Grahams channel sibling rivalry, bring competitiveness to Tiger Hoops


It would take a second glance for a spectator of Occidental women’s basketball to notice the strange resemblance between two of the new additions to this season’s team. Biology major Eda Graham (junior) and sociology major Haley Graham (first-year) play entirely different positions — the former a slasher-type forward and the latter a shooting guard — in addition to having opposite personalities.

And yet there is something about the way they run, their similar playing style and their lanky body types that gives them away.

As it turns out, the pair is sisters both matriculated to the college this year — Haley from Ventura High School, and Eda from Ventura College.

“It’s really funny how similar they are and how different they are at the same time,” Tiger head coach Anahit Aladzhanyan ‘07 said. “They couldn’t be any more different personality-wise, but there are little tendencies. Haley is very straightforward, cut-and-dried and more social. Eda is very intelligent; social as well, but it’s different.”

Aladzhanyan approached Haley as a senior in high school after she saw her play at a club tournament in Los Angeles and tried to recruit her for almost a year.

“Coach Heat [Aladzhanyan] basically harassed me until I agreed to come on a visit,” Haley said.

Through getting to know Haley, Aladzhanyan became aware that she had an older sister who also played basketball and was applying to four-year colleges. Eda, who had not known of Occidental before Haley became interested, reached out to her future coach, who then watched her play in a tournament in Glendale. Both girls were accepted last spring, and the rest is history.

Still, the decision to spend two years together at a school of barely over 2,000 students was a weighty one for the lifelong comrades and competitors.

“When I first realized it was going to happen I wasn’t thrilled about it,” Haley said. “I wanted my freedom. But we never see each other, really, except for practice. I would actually say it’s helped our relationship because we have space from each other, but we’re always there to have each other’s back.”

For her sister, it was a bonus from the start.

“I was excited; really, really excited,” Eda said. “It was a new chapter in my life that I hadn’t had before. Plus, it’s like you’re going to a new school with your family member, which automatically brings a level of comfort.”

Both sisters cite their father, Richard Graham, as their basketball mentor. He played basketball both in high school and when he attended Ventura College.

The Grahams started playing in local youth leagues during elementary school, joining club teams a few years later and eventually playing for the same high school. But since Haley is two years younger and was on the junior varsity team when Eda played varsity, the two never played on the same squad together before coming to Occidental. If they had, the results may have been tense.

According to the sisters, they had a competitive relationship with basketball in their younger days. Rarely did they play one-on-one together.

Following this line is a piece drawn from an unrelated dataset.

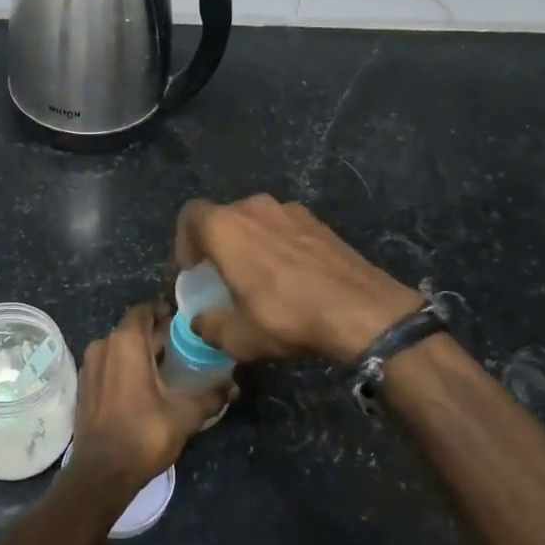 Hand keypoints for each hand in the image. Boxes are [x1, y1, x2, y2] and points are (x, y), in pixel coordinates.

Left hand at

“I think we were equally each other’s bosses,” Eda said. “Growing up, she was always a lot smaller than I was. I had authority just by sheer size. She used her words more. We butted heads a lot.”

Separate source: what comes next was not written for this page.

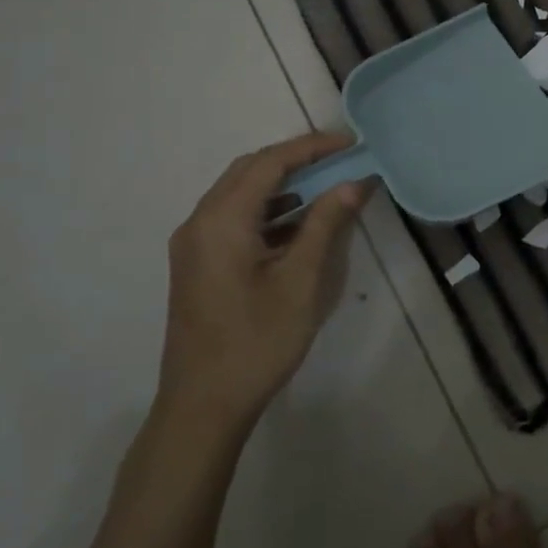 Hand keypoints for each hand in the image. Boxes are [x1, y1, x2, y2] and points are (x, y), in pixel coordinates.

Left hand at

According to Tiger captain Michelle Naito-Lo (senior), however, the Grahams’ relationship has changed throughout the season.

“At the beginning of the year, they were kind of distancing themselves from each other,” Naito-Lo said. “But as the season has progressed, they have definitely leaned on each other to help support them through our really long season.”

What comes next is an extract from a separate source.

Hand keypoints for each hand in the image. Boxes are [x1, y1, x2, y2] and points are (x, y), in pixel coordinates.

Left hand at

In fact, Eda is looking forward to playing with her sister on the court more often next year.

“Both of us being at a point where we are in our lives, I think this is the best possible time to have the best possible experience together,” Eda said.

On this, the sisters agree.

“It’s really unique that you get to go to high school with your sister and then the same college,” Haley said. “I think that most people would say ‘No, I don’t want that, I want to do my own thing.’ It’s amazing how much it actually helps knowing she’s here, even if I don’t see her.”